是的,詩是最美的藝術之一,存在於詞語與詞語、詩行與詩行的空白之中,可以感覺卻言說不清,可以理解卻解釋不透。比如“感時花濺淚,恨別鳥驚心”,此時的感傷已由花朵飛濺淚水而表達,是源於境由心造的思想。我不認同“唯物”也不認同“唯心”,關鍵是不認同“唯”的這一是是非非、非此即彼、你死我活的極端或者絕對,因為世界不僅僅隻有兩麵,詩中的物與心不非二元對立,而是物我兩忘的一元融合。我們把這句詩解釋為“感傷時看見花也在流淚,痛恨親人離別連鳥鳴都很驚心”,這樣便失去了原詩的簡約、節奏和味道,並使我們感受不到原詩的一元之境。是的,詩與美術、音樂不同,在翻譯過程中丟失的一部分正是詩歌。

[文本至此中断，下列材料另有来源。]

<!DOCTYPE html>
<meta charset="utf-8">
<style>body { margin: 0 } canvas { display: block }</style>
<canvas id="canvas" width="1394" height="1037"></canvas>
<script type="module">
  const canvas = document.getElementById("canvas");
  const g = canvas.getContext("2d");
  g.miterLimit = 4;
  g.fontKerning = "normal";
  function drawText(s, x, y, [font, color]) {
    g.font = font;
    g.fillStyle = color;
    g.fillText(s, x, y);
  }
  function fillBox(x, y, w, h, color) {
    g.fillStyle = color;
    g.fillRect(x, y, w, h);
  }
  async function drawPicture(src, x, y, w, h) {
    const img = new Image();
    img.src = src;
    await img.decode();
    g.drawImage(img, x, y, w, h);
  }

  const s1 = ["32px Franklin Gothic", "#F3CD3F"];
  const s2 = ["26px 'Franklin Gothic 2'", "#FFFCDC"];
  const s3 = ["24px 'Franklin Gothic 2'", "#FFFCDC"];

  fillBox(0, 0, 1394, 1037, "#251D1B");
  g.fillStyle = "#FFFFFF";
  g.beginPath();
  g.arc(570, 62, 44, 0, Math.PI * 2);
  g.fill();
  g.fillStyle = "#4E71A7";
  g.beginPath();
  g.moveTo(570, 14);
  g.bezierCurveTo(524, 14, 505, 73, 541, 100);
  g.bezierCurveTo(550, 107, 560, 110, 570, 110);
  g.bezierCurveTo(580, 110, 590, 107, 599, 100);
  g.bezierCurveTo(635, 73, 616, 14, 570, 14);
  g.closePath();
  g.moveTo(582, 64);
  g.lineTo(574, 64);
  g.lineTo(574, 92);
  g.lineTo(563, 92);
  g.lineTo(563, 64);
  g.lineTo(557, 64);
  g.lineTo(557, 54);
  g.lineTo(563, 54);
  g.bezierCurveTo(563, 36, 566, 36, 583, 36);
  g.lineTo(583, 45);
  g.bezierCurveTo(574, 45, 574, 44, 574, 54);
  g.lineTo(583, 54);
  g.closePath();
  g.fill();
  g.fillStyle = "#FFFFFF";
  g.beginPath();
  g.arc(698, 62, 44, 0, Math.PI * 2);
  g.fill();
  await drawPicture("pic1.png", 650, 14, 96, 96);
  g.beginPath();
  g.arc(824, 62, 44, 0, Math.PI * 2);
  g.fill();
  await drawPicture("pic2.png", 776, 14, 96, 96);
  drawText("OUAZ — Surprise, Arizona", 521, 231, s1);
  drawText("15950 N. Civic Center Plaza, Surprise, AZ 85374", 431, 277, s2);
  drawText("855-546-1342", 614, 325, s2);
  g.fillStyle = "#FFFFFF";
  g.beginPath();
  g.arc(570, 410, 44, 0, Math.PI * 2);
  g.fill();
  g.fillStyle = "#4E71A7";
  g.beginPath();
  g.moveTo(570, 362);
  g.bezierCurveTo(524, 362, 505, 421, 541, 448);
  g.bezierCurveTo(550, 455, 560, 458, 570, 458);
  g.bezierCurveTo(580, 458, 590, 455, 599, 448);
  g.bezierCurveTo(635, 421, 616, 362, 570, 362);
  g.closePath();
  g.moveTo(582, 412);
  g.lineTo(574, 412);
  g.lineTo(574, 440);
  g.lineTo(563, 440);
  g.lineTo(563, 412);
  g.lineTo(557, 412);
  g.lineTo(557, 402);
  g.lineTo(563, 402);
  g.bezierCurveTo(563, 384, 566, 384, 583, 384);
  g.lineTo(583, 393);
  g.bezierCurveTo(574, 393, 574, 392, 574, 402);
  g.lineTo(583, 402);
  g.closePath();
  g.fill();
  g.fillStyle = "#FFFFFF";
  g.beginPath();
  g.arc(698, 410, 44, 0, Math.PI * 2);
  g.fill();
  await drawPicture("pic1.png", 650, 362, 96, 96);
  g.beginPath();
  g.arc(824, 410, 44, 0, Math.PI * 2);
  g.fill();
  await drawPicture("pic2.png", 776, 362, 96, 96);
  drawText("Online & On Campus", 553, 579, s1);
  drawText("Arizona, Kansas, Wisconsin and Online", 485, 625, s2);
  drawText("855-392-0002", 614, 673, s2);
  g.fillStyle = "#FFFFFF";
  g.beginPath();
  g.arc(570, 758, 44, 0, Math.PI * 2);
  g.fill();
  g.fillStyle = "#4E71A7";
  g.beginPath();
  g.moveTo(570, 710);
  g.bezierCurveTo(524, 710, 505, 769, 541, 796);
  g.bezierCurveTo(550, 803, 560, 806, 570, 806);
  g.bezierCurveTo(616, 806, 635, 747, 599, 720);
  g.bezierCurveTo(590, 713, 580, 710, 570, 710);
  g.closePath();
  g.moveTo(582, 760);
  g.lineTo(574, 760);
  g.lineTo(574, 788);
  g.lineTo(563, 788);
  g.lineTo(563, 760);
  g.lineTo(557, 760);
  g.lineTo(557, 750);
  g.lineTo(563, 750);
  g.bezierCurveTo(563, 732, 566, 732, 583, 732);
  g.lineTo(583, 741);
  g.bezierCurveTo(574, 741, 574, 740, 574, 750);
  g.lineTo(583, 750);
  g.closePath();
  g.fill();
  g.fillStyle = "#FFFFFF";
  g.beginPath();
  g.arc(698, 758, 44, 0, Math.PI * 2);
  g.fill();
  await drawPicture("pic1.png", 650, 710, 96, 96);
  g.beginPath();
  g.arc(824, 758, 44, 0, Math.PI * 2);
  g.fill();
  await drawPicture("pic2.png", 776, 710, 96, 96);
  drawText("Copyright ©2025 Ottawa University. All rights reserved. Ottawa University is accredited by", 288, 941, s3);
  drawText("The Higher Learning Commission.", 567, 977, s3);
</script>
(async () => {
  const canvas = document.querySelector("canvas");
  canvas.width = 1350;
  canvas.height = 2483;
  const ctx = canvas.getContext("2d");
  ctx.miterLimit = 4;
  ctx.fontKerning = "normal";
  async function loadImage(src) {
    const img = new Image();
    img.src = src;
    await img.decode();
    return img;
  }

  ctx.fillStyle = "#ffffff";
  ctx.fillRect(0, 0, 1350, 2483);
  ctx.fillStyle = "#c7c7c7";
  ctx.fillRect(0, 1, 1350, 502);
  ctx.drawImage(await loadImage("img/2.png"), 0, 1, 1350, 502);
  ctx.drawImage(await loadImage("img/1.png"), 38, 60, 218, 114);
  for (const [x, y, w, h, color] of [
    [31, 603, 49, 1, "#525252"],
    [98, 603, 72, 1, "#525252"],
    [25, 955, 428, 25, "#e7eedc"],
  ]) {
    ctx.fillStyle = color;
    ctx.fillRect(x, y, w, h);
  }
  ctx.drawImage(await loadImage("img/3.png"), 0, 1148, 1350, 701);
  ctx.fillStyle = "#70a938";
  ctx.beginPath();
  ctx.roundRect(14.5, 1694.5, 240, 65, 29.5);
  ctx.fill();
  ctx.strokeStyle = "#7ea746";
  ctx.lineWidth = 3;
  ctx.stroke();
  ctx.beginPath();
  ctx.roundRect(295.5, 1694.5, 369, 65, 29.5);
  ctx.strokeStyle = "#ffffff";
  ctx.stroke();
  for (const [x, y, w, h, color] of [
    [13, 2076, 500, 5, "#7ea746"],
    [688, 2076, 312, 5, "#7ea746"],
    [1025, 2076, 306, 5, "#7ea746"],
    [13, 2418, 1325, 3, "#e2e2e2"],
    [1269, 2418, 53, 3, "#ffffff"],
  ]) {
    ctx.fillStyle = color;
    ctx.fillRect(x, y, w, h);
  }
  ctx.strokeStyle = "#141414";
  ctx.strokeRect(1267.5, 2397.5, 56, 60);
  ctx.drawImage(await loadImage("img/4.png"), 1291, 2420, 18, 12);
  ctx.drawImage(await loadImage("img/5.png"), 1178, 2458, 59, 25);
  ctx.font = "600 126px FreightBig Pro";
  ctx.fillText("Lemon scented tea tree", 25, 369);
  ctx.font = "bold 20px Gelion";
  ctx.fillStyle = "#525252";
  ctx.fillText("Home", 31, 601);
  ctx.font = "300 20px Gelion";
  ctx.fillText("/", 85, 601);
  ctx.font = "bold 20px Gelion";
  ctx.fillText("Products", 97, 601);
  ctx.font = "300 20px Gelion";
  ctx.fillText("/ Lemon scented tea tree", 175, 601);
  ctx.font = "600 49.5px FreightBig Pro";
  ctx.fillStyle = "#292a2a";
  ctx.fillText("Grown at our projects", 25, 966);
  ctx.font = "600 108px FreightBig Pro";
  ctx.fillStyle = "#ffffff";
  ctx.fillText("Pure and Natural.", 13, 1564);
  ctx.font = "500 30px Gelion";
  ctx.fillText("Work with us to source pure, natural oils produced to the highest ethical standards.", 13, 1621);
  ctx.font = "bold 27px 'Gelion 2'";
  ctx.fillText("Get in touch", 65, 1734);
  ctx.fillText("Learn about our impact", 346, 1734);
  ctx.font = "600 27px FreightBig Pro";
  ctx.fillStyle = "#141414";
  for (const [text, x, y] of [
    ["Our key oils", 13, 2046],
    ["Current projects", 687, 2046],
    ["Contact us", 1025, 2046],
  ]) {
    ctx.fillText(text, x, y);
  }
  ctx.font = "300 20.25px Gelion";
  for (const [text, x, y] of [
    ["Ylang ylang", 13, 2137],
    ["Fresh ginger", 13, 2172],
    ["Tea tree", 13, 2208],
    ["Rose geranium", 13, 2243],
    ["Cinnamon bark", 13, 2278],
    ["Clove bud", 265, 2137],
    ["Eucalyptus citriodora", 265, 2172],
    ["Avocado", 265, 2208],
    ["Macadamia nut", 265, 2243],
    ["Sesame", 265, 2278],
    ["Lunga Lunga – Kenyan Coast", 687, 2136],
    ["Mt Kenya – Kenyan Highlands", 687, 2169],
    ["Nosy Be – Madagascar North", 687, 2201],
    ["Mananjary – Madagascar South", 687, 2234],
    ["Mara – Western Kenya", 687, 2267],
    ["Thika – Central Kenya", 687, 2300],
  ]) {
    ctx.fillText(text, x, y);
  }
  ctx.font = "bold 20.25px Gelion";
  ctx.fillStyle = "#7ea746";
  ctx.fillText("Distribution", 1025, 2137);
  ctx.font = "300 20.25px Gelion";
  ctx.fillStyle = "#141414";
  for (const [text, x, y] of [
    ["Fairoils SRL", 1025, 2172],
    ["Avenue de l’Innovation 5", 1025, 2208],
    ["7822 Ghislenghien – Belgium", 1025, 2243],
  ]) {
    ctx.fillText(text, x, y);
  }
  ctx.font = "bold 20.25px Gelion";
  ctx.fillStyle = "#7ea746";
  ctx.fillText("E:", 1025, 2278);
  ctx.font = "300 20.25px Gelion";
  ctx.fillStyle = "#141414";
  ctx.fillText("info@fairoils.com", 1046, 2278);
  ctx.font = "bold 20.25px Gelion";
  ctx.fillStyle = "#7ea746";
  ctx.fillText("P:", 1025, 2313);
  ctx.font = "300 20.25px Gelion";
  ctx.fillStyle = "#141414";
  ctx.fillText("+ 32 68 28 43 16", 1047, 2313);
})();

縱覽中國現代詩歌發展史,不能不反思白話文運動。白話文運動是中國文化史上的一次巨變,也是中國文學的一次革命,新詩因此而誕生。但“廢除孔學,全盤西化”隻是一味破除而無些許建樹,連承載中國文化載體的漢字也差點被廢,使中國文化出現斷層,傳統道德遭受質疑,金錢財富成為信仰;而詩歌的傳統也幾近斷裂,加之網絡的推波助瀾,使新詩直接發展成為目前的“口水詩”。
從翻譯的角度來考察,唐詩宋詞與現代漢詩都有佳作,但唐詩宋詞很難翻譯成現代漢語,更無法翻譯為其他文字,就像魏慶之所說“看詩不須著意去裏麵分解,但是平平地涵泳自好”。而現代漢詩可以翻譯成任何文字,但還能“平平地涵泳”嗎?所以把中國古典詩詞譯為現代漢語、英文或其他語言都是一種毀滅,甚至是褻瀆。那麼被毀滅的又是什麼呢?正是詩歌,是詩歌本質的元素,比如感覺、意象、韻味等等。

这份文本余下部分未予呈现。